■ **WORK ORDER**
Your answer must be an exact copy of the listing, with the images left out.

■ **STORED DATA**
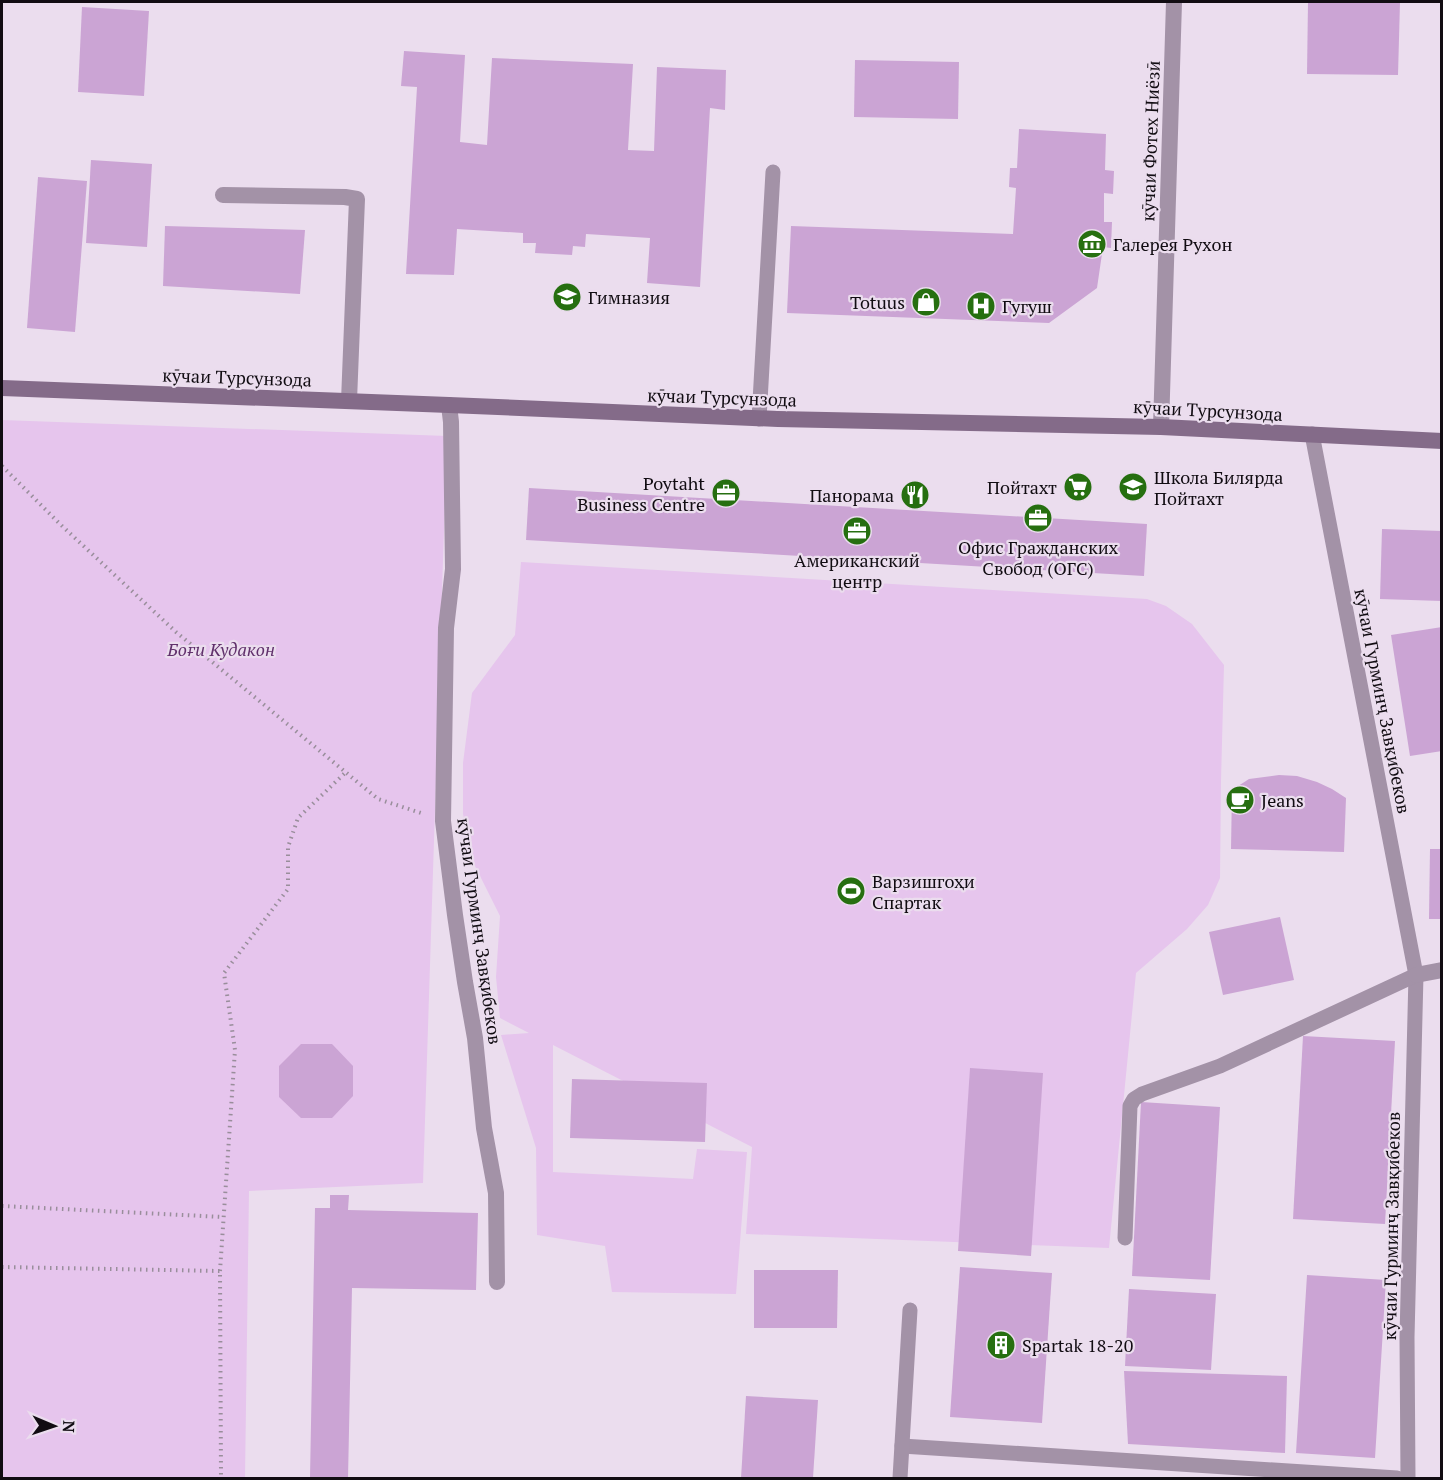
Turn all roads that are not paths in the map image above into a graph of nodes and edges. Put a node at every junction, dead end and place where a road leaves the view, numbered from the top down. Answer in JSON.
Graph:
{"nodes":[{"id":1,"x":1174,"y":2,"type":"edge"},
{"id":2,"x":773,"y":172,"type":"dead end"},
{"id":3,"x":223,"y":195,"type":"dead end"},
{"id":4,"x":2,"y":388,"type":"edge"},
{"id":5,"x":349,"y":401,"type":"junction"},
{"id":6,"x":449,"y":405,"type":"junction"},
{"id":7,"x":759,"y":419,"type":"junction"},
{"id":8,"x":1161,"y":427,"type":"junction"},
{"id":9,"x":1312,"y":434,"type":"junction"},
{"id":10,"x":1442,"y":441,"type":"edge"},
{"id":11,"x":1442,"y":970,"type":"edge"},
{"id":12,"x":1416,"y":975,"type":"junction"},
{"id":13,"x":1125,"y":1238,"type":"dead end"},
{"id":14,"x":497,"y":1282,"type":"dead end"},
{"id":15,"x":910,"y":1310,"type":"dead end"},
{"id":16,"x":902,"y":1446,"type":"junction"},
{"id":17,"x":900,"y":1479,"type":"edge"},
{"id":18,"x":1397,"y":1479,"type":"edge"},
{"id":19,"x":1408,"y":1479,"type":"edge"}],
"edges":[{"from":1,"to":8,"type":"street","name":"кӯчаи Фотех Ниёзӣ"},
{"from":2,"to":7,"type":"lane"},
{"from":3,"to":5,"type":"street"},
{"from":4,"to":5,"type":"main road","name":"кӯчаи Турсунзода"},
{"from":5,"to":6,"type":"main road","name":"кӯчаи Турсунзода"},
{"from":6,"to":7,"type":"main road","name":"кӯчаи Турсунзода"},
{"from":6,"to":14,"type":"street","name":"кӯчаи Гурминҷ Завқибеков"},
{"from":7,"to":8,"type":"main road","name":"кӯчаи Турсунзода"},
{"from":8,"to":9,"type":"main road","name":"кӯчаи Турсунзода"},
{"from":9,"to":10,"type":"main road","name":"кӯчаи Турсунзода"},
{"from":9,"to":12,"type":"lane","name":"кӯчаи Гурминҷ Завқибеков"},
{"from":11,"to":12,"type":"street"},
{"from":12,"to":13,"type":"lane"},
{"from":12,"to":19,"type":"lane","name":"кӯчаи Гурминҷ Завқибеков"},
{"from":15,"to":16,"type":"lane"},
{"from":16,"to":17,"type":"lane"},
{"from":16,"to":18,"type":"lane"}]}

■ **YOUR RESPONSE**
Turn all roads that are not paths in the map image above into a graph of nodes and edges. Put a node at every junction, dead end and place where a road leaves the view, numbered from the top down. Answer in JSON.
Graph:
{"nodes":[{"id":1,"x":1174,"y":2,"type":"edge"},
{"id":2,"x":773,"y":172,"type":"dead end"},
{"id":3,"x":223,"y":195,"type":"dead end"},
{"id":4,"x":2,"y":388,"type":"edge"},
{"id":5,"x":349,"y":401,"type":"junction"},
{"id":6,"x":449,"y":405,"type":"junction"},
{"id":7,"x":759,"y":419,"type":"junction"},
{"id":8,"x":1161,"y":427,"type":"junction"},
{"id":9,"x":1312,"y":434,"type":"junction"},
{"id":10,"x":1442,"y":441,"type":"edge"},
{"id":11,"x":1442,"y":970,"type":"edge"},
{"id":12,"x":1416,"y":975,"type":"junction"},
{"id":13,"x":1125,"y":1238,"type":"dead end"},
{"id":14,"x":497,"y":1282,"type":"dead end"},
{"id":15,"x":910,"y":1310,"type":"dead end"},
{"id":16,"x":902,"y":1446,"type":"junction"},
{"id":17,"x":900,"y":1479,"type":"edge"},
{"id":18,"x":1397,"y":1479,"type":"edge"},
{"id":19,"x":1408,"y":1479,"type":"edge"}],
"edges":[{"from":1,"to":8,"type":"street","name":"кӯчаи Фотех Ниёзӣ"},
{"from":2,"to":7,"type":"lane"},
{"from":3,"to":5,"type":"street"},
{"from":4,"to":5,"type":"main road","name":"кӯчаи Турсунзода"},
{"from":5,"to":6,"type":"main road","name":"кӯчаи Турсунзода"},
{"from":6,"to":7,"type":"main road","name":"кӯчаи Турсунзода"},
{"from":6,"to":14,"type":"street","name":"кӯчаи Гурминҷ Завқибеков"},
{"from":7,"to":8,"type":"main road","name":"кӯчаи Турсунзода"},
{"from":8,"to":9,"type":"main road","name":"кӯчаи Турсунзода"},
{"from":9,"to":10,"type":"main road","name":"кӯчаи Турсунзода"},
{"from":9,"to":12,"type":"lane","name":"кӯчаи Гурминҷ Завқибеков"},
{"from":11,"to":12,"type":"street"},
{"from":12,"to":13,"type":"lane"},
{"from":12,"to":19,"type":"lane","name":"кӯчаи Гурминҷ Завқибеков"},
{"from":15,"to":16,"type":"lane"},
{"from":16,"to":17,"type":"lane"},
{"from":16,"to":18,"type":"lane"}]}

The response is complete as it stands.